(Records contained in a dataset)
+===+

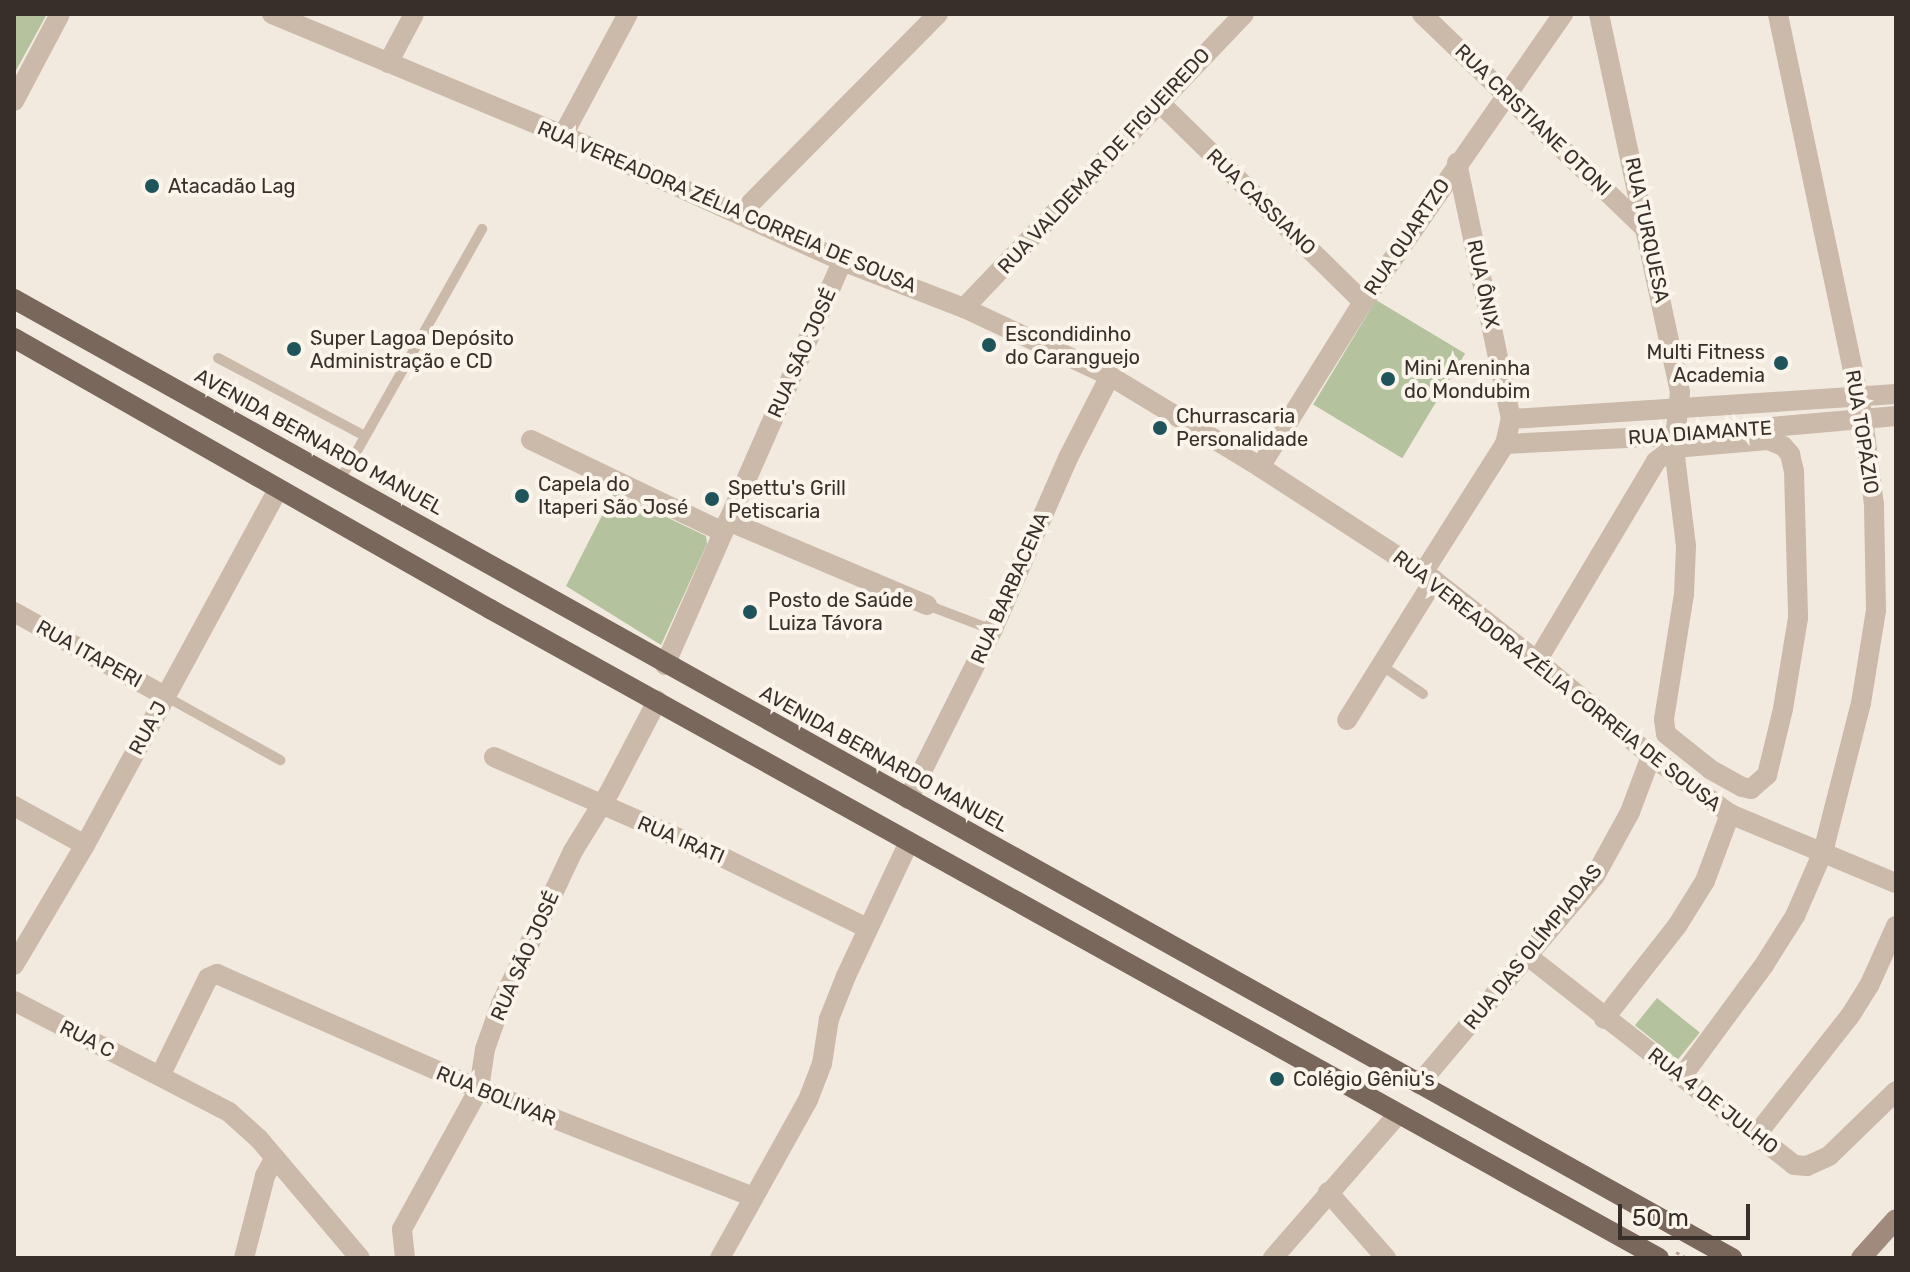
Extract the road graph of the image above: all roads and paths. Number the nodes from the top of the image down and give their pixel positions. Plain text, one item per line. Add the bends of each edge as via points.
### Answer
1 (60, 14) edge
2 (272, 14) edge
3 (414, 14) edge
4 (628, 14) edge
5 (938, 14) edge
6 (1244, 14) edge
7 (1422, 14) edge
8 (1563, 14) edge
9 (1599, 14) edge
10 (1778, 14) edge
11 (388, 63) junction
12 (1506, 92) junction
13 (14, 101) edge
14 (1159, 102) junction
15 (563, 135) junction
16 (1457, 163) junction
17 (741, 213) junction
18 (1643, 227) junction
19 (482, 229) dead end
20 (842, 261) junction
21 (14, 299) edge
22 (1363, 302) junction
23 (964, 308) junction
24 (14, 338) edge
25 (218, 358) dead end
26 (1110, 376) junction
27 (1896, 394) edge
28 (1857, 396) junction
29 (1681, 409) junction
30 (1896, 416) edge
31 (1863, 418) junction
32 (1511, 419) junction
33 (365, 436) junction
34 (531, 440) dead end
35 (1675, 442) junction
36 (1505, 444) junction
37 (1260, 467) junction
38 (339, 481) junction
39 (278, 489) junction
40 (725, 526) junction
41 (476, 559) junction
42 (1428, 576) junction
43 (509, 577) junction
44 (460, 592) junction
45 (927, 605) joint
46 (490, 609) junction
47 (14, 612) edge
48 (993, 630) junction
49 (1537, 661) junction
50 (665, 665) junction
51 (1381, 665) junction
52 (1423, 694) dead end
53 (165, 696) junction
54 (657, 701) junction
55 (1347, 720) dead end
56 (1651, 756) junction
57 (494, 757) dead end
58 (280, 760) dead end
59 (908, 799) junction
60 (14, 806) edge
61 (600, 806) junction
62 (1730, 814) junction
63 (909, 842) junction
64 (85, 845) junction
65 (1823, 852) junction
66 (1896, 883) edge
67 (1896, 926) edge
68 (867, 928) junction
69 (1529, 957) junction
70 (14, 965) edge
71 (1223, 975) junction
72 (1257, 994) junction
73 (14, 1001) edge
74 (1204, 1006) junction
75 (1604, 1019) junction
76 (1236, 1024) junction
77 (1683, 1075) junction
78 (160, 1076) junction
79 (1419, 1084) junction
80 (479, 1089) junction
81 (1896, 1091) edge
82 (1398, 1114) junction
83 (1757, 1134) junction
84 (275, 1157) junction
85 (1328, 1192) junction
86 (753, 1197) junction
87 (1657, 1216) junction
88 (1896, 1219) edge
89 (1639, 1248) junction
90 (244, 1258) edge
91 (360, 1258) edge
92 (405, 1258) edge
93 (720, 1258) edge
94 (1273, 1258) edge
95 (1386, 1258) edge
96 (1659, 1258) edge
97 (1732, 1258) edge
98 (1861, 1258) edge

1 - 13 street
2 - 11 street, RUA VEREADORA ZÉLIA CORREIA DE SOUSA
3 - 11 street
4 - 15 street
5 - 17 street
6 - 14 street, RUA VALDEMAR DE FIGUEIREDO
7 - 12 street, RUA CRISTIANE OTONI
8 - 12 street, RUA QUARTZO
9 - 18 street, RUA TURQUESA
10 - 28 street, RUA TOPÁZIO
11 - 15 street, RUA VEREADORA ZÉLIA CORREIA DE SOUSA
12 - 16 street, RUA QUARTZO
12 - 18 street, RUA CRISTIANE OTONI
14 - 22 street, RUA CASSIANO
14 - 23 street, RUA VALDEMAR DE FIGUEIREDO
15 - 17 street, RUA VEREADORA ZÉLIA CORREIA DE SOUSA
16 - 22 street, RUA QUARTZO
16 - 32 street, RUA ÔNIX
17 - 20 street, RUA VEREADORA ZÉLIA CORREIA DE SOUSA
18 - 29 street, RUA TURQUESA via 1663,303
19 - 33 lane
20 - 23 street, RUA VEREADORA ZÉLIA CORREIA DE SOUSA
20 - 40 street, RUA SÃO JOSÉ
21 - 38 main road, AVENIDA BERNARDO MANUEL
22 - 37 street, RUA QUARTZO
23 - 26 street, RUA VEREADORA ZÉLIA CORREIA DE SOUSA
24 - 39 main road
25 - 33 lane
26 - 37 street, RUA VEREADORA ZÉLIA CORREIA DE SOUSA
26 - 48 street, RUA BARBACENA
27 - 28 street, RUA DIAMANTE
28 - 29 street, RUA DIAMANTE
28 - 31 street, RUA TOPÁZIO
29 - 32 street, RUA DIAMANTE
29 - 35 street, RUA TURQUESA
30 - 31 street, RUA DIAMANTE
31 - 35 street, RUA DIAMANTE
31 - 65 street, RUA TOPÁZIO via 1874,505 1876,610 1861,703
32 - 36 street, RUA ÔNIX
33 - 38 lane
34 - 40 street
35 - 35 street, RUA TURQUESA via 1768,440 1790,454 1794,471 1799,593 1791,670 1767,775 1751,789 1710,769 1666,734 1686,546
35 - 36 street, RUA DIAMANTE
35 - 49 street via 1625,509
36 - 42 street, RUA ÔNIX
37 - 42 street, RUA VEREADORA ZÉLIA CORREIA DE SOUSA
38 - 41 main road, AVENIDA BERNARDO MANUEL
39 - 44 main road
39 - 53 street, RUA J
40 - 45 street
40 - 50 street, RUA SÃO JOSÉ
41 - 43 main road, AVENIDA BERNARDO MANUEL
41 - 44 main road
42 - 49 street, RUA VEREADORA ZÉLIA CORREIA DE SOUSA
42 - 51 street, RUA ÔNIX
43 - 46 main road
43 - 50 main road, AVENIDA BERNARDO MANUEL
44 - 46 main road
45 - 48 lane
46 - 54 main road
47 - 53 street, RUA ITAPERI
48 - 59 street, RUA BARBACENA
49 - 56 street, RUA VEREADORA ZÉLIA CORREIA DE SOUSA
50 - 59 main road, AVENIDA BERNARDO MANUEL
51 - 52 lane
51 - 55 street, RUA ÔNIX
53 - 58 lane
53 - 64 street, RUA J
54 - 61 street, RUA SÃO JOSÉ
54 - 63 main road
56 - 62 street, RUA VEREADORA ZÉLIA CORREIA DE SOUSA
56 - 69 street, RUA DAS OLÍMPIADAS via 1630,812 1595,876
57 - 61 street, RUA IRATI
59 - 71 main road, AVENIDA BERNARDO MANUEL
60 - 64 street
61 - 68 street, RUA IRATI via 722,857
61 - 80 street, RUA SÃO JOSÉ via 573,851 501,1004 485,1049
62 - 65 street, RUA VEREADORA ZÉLIA CORREIA DE SOUSA
62 - 75 street via 1705,881
63 - 68 street
63 - 74 main road
64 - 70 street, RUA J
65 - 66 street, RUA VEREADORA ZÉLIA CORREIA DE SOUSA
65 - 77 street, RUA TOPÁZIO via 1795,916
67 - 83 street via 1856,1006
68 - 86 street via 829,1019 818,1080
69 - 75 street, RUA 4 DE JULHO
69 - 79 street, RUA DAS OLÍMPIADAS
71 - 72 main road, AVENIDA BERNARDO MANUEL
71 - 74 main road
72 - 76 main road
72 - 79 main road, AVENIDA BERNARDO MANUEL
73 - 78 street, RUA C
74 - 76 main road
75 - 77 street, RUA 4 DE JULHO
76 - 82 main road
77 - 83 street, RUA 4 DE JULHO
78 - 80 street, RUA BOLIVAR via 208,978 217,974
78 - 84 street, RUA C via 229,1112
79 - 87 main road, AVENIDA BERNARDO MANUEL
80 - 86 street, RUA BOLIVAR
80 - 92 street, RUA SÃO JOSÉ via 402,1229
81 - 83 street, RUA 4 DE JULHO via 1829,1156 1807,1166 1794,1165
82 - 85 street
82 - 89 main road
84 - 90 street
84 - 91 street, RUA C
85 - 94 street
85 - 95 street
86 - 93 street
87 - 89 main road
87 - 97 main road, AVENIDA BERNARDO MANUEL
88 - 98 main road
89 - 96 main road

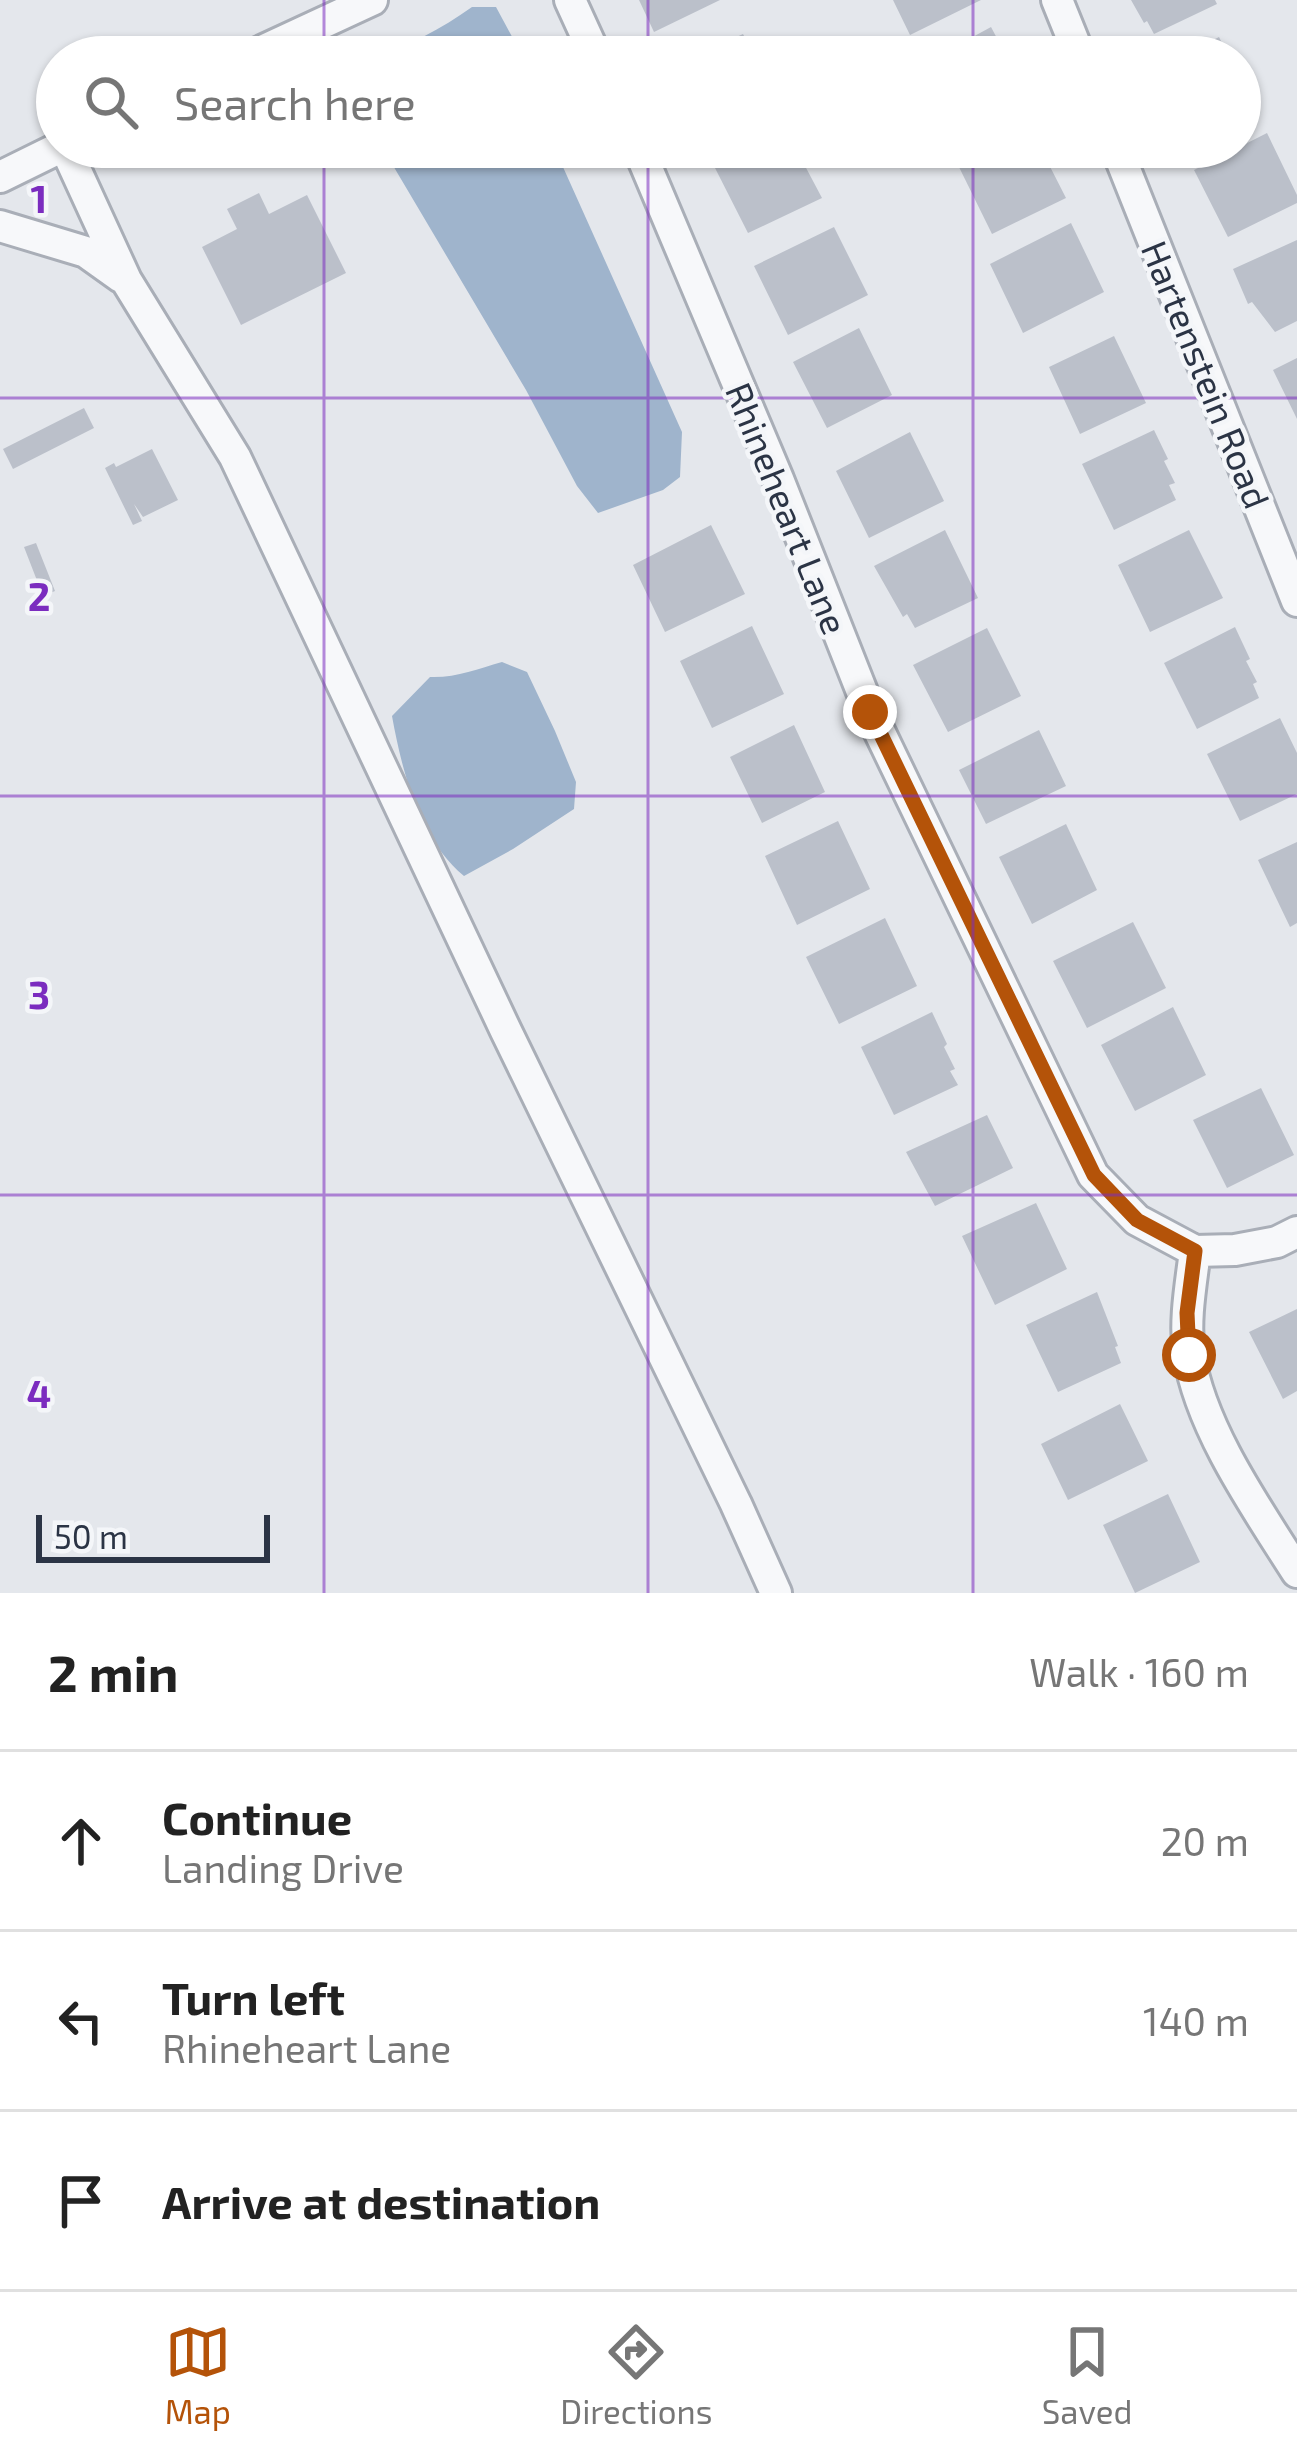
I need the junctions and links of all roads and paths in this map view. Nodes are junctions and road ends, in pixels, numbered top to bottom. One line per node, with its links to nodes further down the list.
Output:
1 (372, 0): 4 (street)
2 (570, 0): 5 (street)
3 (1057, 0): 6 (street)
4 (294, 36)
5 (586, 36)
6 (1072, 36)
7 (36, 160): 11 (street)
8 (73, 168): 13 (street)
9 (647, 168): 16 (street, Rhineheart Lane)
10 (1124, 168): 14 (street, Hartenstein Road)
11 (0, 177)
12 (0, 226): 13 (street)
13 (126, 280): 18 (street)
14 (1297, 601)
15 (1297, 1232): 16 (street)
16 (1195, 1251): 17 (street)
17 (1297, 1571)
18 (776, 1593)

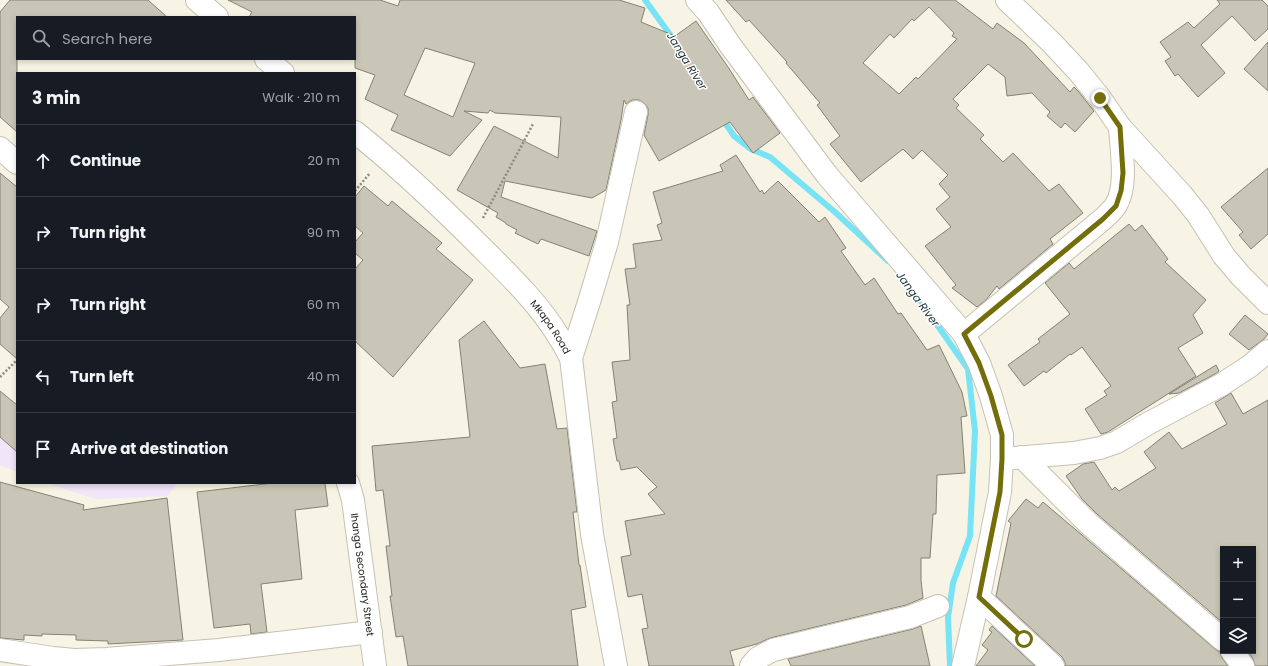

+===+

* EXERCISE DIRECTIONS: The answer is each line from the entries above in which the word "roads" occurs.

* ANSWER FOR THIS EXERCISE:
Extract the road graph of the image above: all roads and paths. Number the nodes from the top of the image down and give their pixel positions. Plain text, one item per line. Add the bends of each edge as via points.
I need the junctions and links of all roads and paths in this map view. Nodes are junctions and road ends, in pixels, numbered top to bottom. One line per node, with its links to nodes further down the list.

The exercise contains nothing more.